Una furia singular se desplegó contra los maestros y maestras, a quienes se consideraba predicadores de ideas extrañas a las mejores tradiciones hispánicas. Que no eran otras que la Santa Inquisición, el absolutismo monárquico, el antisemitismo. Bases de una sociedad jerárquica en la que las “clases inferiores” estuvieran sujetas sin chistar al sometimiento y la explotación de los “superiores”, dueños del capital y la tierra.
Las mujeres fueron víctimas propiciatorias de enemigos pletóricos de misoginia. Todo tipo de represalias se desencadenaron sobre ellas, incluidas las violaciones y el escarnio público. Se les hizo pagar las “culpas” propias y las acusaciones contra sus padres, esposos e hijos.

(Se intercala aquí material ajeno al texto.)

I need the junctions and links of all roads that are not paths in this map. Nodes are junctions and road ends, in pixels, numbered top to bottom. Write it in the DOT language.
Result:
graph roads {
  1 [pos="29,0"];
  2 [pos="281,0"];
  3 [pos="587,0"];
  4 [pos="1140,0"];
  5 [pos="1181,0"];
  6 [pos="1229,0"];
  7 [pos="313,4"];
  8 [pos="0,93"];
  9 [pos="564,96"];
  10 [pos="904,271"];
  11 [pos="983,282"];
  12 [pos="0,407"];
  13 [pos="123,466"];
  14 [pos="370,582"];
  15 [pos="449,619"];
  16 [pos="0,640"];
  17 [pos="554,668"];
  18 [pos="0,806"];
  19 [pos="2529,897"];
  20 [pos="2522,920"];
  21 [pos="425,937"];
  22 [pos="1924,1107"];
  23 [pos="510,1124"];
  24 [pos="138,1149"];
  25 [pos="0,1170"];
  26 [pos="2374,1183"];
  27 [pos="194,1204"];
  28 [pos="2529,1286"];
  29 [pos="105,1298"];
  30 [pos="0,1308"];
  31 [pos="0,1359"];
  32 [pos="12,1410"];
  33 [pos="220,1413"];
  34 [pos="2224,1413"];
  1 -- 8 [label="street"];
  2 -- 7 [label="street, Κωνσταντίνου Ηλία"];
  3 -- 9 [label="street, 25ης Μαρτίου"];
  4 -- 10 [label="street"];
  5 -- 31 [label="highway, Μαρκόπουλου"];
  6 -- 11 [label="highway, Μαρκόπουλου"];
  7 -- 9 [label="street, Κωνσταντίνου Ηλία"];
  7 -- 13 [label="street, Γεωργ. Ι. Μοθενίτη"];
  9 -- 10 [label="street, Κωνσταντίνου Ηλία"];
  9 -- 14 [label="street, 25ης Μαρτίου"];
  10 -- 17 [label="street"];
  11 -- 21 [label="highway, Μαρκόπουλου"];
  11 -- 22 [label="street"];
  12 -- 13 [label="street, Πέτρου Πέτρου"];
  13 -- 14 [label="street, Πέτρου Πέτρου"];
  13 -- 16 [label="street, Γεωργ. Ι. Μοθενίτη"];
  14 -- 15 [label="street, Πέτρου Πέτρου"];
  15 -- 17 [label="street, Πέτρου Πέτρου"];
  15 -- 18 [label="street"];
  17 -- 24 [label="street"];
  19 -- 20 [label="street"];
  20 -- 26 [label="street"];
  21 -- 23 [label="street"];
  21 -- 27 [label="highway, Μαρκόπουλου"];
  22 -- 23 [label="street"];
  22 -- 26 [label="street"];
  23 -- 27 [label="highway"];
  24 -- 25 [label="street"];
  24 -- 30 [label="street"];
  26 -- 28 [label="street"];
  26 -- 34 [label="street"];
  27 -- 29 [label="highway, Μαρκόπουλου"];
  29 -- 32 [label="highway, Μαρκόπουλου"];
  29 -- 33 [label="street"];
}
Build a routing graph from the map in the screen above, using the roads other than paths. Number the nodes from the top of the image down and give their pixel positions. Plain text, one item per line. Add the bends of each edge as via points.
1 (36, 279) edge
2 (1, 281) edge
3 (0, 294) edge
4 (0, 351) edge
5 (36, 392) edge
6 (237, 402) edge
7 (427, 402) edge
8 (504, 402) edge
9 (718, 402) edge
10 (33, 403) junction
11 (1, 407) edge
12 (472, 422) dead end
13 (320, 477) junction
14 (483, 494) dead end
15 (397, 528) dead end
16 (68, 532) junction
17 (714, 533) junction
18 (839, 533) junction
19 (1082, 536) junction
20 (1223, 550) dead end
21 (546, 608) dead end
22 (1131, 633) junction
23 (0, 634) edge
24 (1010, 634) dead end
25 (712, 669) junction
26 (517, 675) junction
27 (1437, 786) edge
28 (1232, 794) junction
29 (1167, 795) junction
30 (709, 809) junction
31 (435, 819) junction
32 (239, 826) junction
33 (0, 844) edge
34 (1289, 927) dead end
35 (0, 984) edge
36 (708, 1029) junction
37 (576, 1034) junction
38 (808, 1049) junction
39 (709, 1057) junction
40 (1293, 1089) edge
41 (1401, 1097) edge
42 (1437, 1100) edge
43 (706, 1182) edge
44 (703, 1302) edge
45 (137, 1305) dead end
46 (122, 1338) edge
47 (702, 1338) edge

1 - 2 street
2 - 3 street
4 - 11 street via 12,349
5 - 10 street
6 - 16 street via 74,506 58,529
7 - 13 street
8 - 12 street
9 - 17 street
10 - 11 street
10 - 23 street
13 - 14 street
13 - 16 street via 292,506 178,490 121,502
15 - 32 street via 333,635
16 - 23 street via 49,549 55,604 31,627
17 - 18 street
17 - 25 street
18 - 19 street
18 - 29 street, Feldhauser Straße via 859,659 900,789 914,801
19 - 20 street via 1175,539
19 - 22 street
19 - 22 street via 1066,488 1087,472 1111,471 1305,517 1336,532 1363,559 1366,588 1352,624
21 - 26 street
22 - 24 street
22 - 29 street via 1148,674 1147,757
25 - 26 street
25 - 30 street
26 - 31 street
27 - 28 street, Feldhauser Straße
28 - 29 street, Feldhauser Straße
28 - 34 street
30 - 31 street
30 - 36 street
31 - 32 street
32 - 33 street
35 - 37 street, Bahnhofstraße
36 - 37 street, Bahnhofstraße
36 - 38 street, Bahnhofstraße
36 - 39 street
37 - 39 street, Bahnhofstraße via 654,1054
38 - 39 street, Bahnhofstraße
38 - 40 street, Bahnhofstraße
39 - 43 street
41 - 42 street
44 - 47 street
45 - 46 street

Se prodigaron por miles los asesinatos, fuera mediante un tiro en la nuca o previa sentencia de tribunales militares en juicios amañados, sin verdadero derecho a la defensa. Quienes se salvaban de la ejecución fueron enviados a cárceles signadas por el hacinamiento, la falta de higiene, los trabajos forzados y el variado maltrato físico y psicológico.
Alguna vez Francisco Franco afirmó que estaba dispuesto a matar a media España con tal de imponer sus propósitos. Mató a muchísimos y acalló por medio del terror y la vigilancia constante a buena parte de quienes quedaron con vida.
Los privó de los derechos más elementales y hasta les arrebató a sus hijas e hijos, en una gigantesca operación de robo de niñas y niños. Les negó una tumba conocida a más de cien mil de sus víctimas, sujetos de entierros clandestinos en espacios sin nombre ni señales. Sus cuerpos son hasta hoy objeto de una búsqueda incesante. Y mantuvo en el destierro a quienes habían preservado sus vidas saliendo de España.
El esfuerzo de guerra para “librar a España del comunismo” fue la justificación inicial de las atrocidades de los sediciosos, que incluyeron el bombardeo de la población civil indefensa, como en Guernica y la “desbandá” entre Málaga y Almería.
Una vez cesados los combates y con el “Nuevo Estado” en posesión de todo el territorio, el encarcelamiento masivo y los asesinatos judiciales continuaron. Querían terminar la “redención” de España del “enemigo rojo” que, según ellos, la había corroído por dentro.
El alzamiento de julio de 1936 fue el portal de entrada al período más lúgubre de la historia española. A consecuencia de ese pronunciamiento el gobierno constitucional fue reemplazado por una dictadura que duró 40 años, asentada sobre masacres, prisiones y exilios.
La Segunda República española resultó asesinada mediante los métodos más inhumanos. La justicia histórica para esa barbarie sólo puede consistir en la supresión de la monarquía cuya “legitimidad” inicial proviene de la decisión de Franco de instaurarla.
Propiciar el advenimiento de la Tercera República constituye una apuesta por la recuperación plena de la memoria y la dignidad. Sostenerla en alto es un compromiso irrenunciable para quienes comparten los ideales de la democracia, la libertad y el cambio social profundo.